**Task**
Set the records down again in full, with every word kept.

**Data under study**
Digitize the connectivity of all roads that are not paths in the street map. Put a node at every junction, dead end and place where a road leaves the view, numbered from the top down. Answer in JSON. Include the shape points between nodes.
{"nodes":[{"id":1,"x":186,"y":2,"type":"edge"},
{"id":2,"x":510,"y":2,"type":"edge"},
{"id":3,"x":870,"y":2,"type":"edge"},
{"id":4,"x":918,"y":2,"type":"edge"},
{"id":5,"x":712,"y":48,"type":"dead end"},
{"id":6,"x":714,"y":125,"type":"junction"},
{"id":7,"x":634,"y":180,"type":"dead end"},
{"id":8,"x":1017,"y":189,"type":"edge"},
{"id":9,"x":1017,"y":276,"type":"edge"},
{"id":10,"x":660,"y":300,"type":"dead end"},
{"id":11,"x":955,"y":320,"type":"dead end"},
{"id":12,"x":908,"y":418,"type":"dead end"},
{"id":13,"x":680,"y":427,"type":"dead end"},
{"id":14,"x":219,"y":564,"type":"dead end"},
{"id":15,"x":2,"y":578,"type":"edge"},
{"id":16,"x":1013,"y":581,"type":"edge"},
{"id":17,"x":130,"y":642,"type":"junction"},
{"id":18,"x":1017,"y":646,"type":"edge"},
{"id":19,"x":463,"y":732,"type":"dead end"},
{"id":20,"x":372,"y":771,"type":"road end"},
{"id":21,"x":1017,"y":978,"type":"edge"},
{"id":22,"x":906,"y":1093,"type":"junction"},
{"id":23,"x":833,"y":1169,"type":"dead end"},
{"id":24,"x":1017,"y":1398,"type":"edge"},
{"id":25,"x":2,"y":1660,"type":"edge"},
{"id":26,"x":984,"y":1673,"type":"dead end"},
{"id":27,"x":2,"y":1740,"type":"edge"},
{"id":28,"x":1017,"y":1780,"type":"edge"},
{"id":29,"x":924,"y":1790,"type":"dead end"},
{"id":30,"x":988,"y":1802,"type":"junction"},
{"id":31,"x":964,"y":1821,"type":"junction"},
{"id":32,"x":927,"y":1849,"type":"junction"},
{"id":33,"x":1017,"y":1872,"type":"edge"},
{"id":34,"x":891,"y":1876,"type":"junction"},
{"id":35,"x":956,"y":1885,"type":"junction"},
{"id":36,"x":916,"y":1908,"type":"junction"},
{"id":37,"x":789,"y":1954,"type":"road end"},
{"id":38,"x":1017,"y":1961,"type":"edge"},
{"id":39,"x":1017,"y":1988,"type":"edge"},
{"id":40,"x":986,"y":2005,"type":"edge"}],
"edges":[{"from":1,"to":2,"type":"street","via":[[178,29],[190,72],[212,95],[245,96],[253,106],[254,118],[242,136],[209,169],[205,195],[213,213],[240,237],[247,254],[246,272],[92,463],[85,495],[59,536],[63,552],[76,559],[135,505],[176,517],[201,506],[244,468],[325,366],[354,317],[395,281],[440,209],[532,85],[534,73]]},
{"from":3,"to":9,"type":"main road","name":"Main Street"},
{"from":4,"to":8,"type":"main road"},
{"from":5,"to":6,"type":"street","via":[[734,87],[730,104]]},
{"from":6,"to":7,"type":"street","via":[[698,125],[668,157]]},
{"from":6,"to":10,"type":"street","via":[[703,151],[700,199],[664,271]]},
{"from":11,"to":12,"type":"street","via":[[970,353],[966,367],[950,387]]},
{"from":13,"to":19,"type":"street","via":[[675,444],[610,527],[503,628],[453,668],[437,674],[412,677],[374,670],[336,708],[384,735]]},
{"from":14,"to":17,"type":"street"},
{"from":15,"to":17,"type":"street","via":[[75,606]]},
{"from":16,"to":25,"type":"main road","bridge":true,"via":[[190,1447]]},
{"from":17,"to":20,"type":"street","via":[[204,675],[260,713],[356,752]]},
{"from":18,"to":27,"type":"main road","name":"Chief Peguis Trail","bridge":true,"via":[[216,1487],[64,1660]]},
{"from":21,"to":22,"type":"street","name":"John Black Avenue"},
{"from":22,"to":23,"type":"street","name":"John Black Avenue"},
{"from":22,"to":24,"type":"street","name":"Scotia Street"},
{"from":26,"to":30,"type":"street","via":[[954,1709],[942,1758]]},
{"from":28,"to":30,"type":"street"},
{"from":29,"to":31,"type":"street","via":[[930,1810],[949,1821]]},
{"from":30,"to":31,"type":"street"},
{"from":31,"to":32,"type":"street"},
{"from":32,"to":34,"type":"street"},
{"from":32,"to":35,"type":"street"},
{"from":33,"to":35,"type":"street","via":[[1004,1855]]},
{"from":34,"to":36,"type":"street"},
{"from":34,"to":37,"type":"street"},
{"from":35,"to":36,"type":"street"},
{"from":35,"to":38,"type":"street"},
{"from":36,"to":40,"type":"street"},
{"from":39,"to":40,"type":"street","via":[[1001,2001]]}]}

**Task result**
Digitize the connectivity of all roads that are not paths in the street map. Put a node at every junction, dead end and place where a road leaves the view, numbered from the top down. Answer in JSON. Include the shape points between nodes.
{"nodes":[{"id":1,"x":186,"y":2,"type":"edge"},
{"id":2,"x":510,"y":2,"type":"edge"},
{"id":3,"x":870,"y":2,"type":"edge"},
{"id":4,"x":918,"y":2,"type":"edge"},
{"id":5,"x":712,"y":48,"type":"dead end"},
{"id":6,"x":714,"y":125,"type":"junction"},
{"id":7,"x":634,"y":180,"type":"dead end"},
{"id":8,"x":1017,"y":189,"type":"edge"},
{"id":9,"x":1017,"y":276,"type":"edge"},
{"id":10,"x":660,"y":300,"type":"dead end"},
{"id":11,"x":955,"y":320,"type":"dead end"},
{"id":12,"x":908,"y":418,"type":"dead end"},
{"id":13,"x":680,"y":427,"type":"dead end"},
{"id":14,"x":219,"y":564,"type":"dead end"},
{"id":15,"x":2,"y":578,"type":"edge"},
{"id":16,"x":1013,"y":581,"type":"edge"},
{"id":17,"x":130,"y":642,"type":"junction"},
{"id":18,"x":1017,"y":646,"type":"edge"},
{"id":19,"x":463,"y":732,"type":"dead end"},
{"id":20,"x":372,"y":771,"type":"road end"},
{"id":21,"x":1017,"y":978,"type":"edge"},
{"id":22,"x":906,"y":1093,"type":"junction"},
{"id":23,"x":833,"y":1169,"type":"dead end"},
{"id":24,"x":1017,"y":1398,"type":"edge"},
{"id":25,"x":2,"y":1660,"type":"edge"},
{"id":26,"x":984,"y":1673,"type":"dead end"},
{"id":27,"x":2,"y":1740,"type":"edge"},
{"id":28,"x":1017,"y":1780,"type":"edge"},
{"id":29,"x":924,"y":1790,"type":"dead end"},
{"id":30,"x":988,"y":1802,"type":"junction"},
{"id":31,"x":964,"y":1821,"type":"junction"},
{"id":32,"x":927,"y":1849,"type":"junction"},
{"id":33,"x":1017,"y":1872,"type":"edge"},
{"id":34,"x":891,"y":1876,"type":"junction"},
{"id":35,"x":956,"y":1885,"type":"junction"},
{"id":36,"x":916,"y":1908,"type":"junction"},
{"id":37,"x":789,"y":1954,"type":"road end"},
{"id":38,"x":1017,"y":1961,"type":"edge"},
{"id":39,"x":1017,"y":1988,"type":"edge"},
{"id":40,"x":986,"y":2005,"type":"edge"}],
"edges":[{"from":1,"to":2,"type":"street","via":[[178,29],[190,72],[212,95],[245,96],[253,106],[254,118],[242,136],[209,169],[205,195],[213,213],[240,237],[247,254],[246,272],[92,463],[85,495],[59,536],[63,552],[76,559],[135,505],[176,517],[201,506],[244,468],[325,366],[354,317],[395,281],[440,209],[532,85],[534,73]]},
{"from":3,"to":9,"type":"main road","name":"Main Street"},
{"from":4,"to":8,"type":"main road"},
{"from":5,"to":6,"type":"street","via":[[734,87],[730,104]]},
{"from":6,"to":7,"type":"street","via":[[698,125],[668,157]]},
{"from":6,"to":10,"type":"street","via":[[703,151],[700,199],[664,271]]},
{"from":11,"to":12,"type":"street","via":[[970,353],[966,367],[950,387]]},
{"from":13,"to":19,"type":"street","via":[[675,444],[610,527],[503,628],[453,668],[437,674],[412,677],[374,670],[336,708],[384,735]]},
{"from":14,"to":17,"type":"street"},
{"from":15,"to":17,"type":"street","via":[[75,606]]},
{"from":16,"to":25,"type":"main road","bridge":true,"via":[[190,1447]]},
{"from":17,"to":20,"type":"street","via":[[204,675],[260,713],[356,752]]},
{"from":18,"to":27,"type":"main road","name":"Chief Peguis Trail","bridge":true,"via":[[216,1487],[64,1660]]},
{"from":21,"to":22,"type":"street","name":"John Black Avenue"},
{"from":22,"to":23,"type":"street","name":"John Black Avenue"},
{"from":22,"to":24,"type":"street","name":"Scotia Street"},
{"from":26,"to":30,"type":"street","via":[[954,1709],[942,1758]]},
{"from":28,"to":30,"type":"street"},
{"from":29,"to":31,"type":"street","via":[[930,1810],[949,1821]]},
{"from":30,"to":31,"type":"street"},
{"from":31,"to":32,"type":"street"},
{"from":32,"to":34,"type":"street"},
{"from":32,"to":35,"type":"street"},
{"from":33,"to":35,"type":"street","via":[[1004,1855]]},
{"from":34,"to":36,"type":"street"},
{"from":34,"to":37,"type":"street"},
{"from":35,"to":36,"type":"street"},
{"from":35,"to":38,"type":"street"},
{"from":36,"to":40,"type":"street"},
{"from":39,"to":40,"type":"street","via":[[1001,2001]]}]}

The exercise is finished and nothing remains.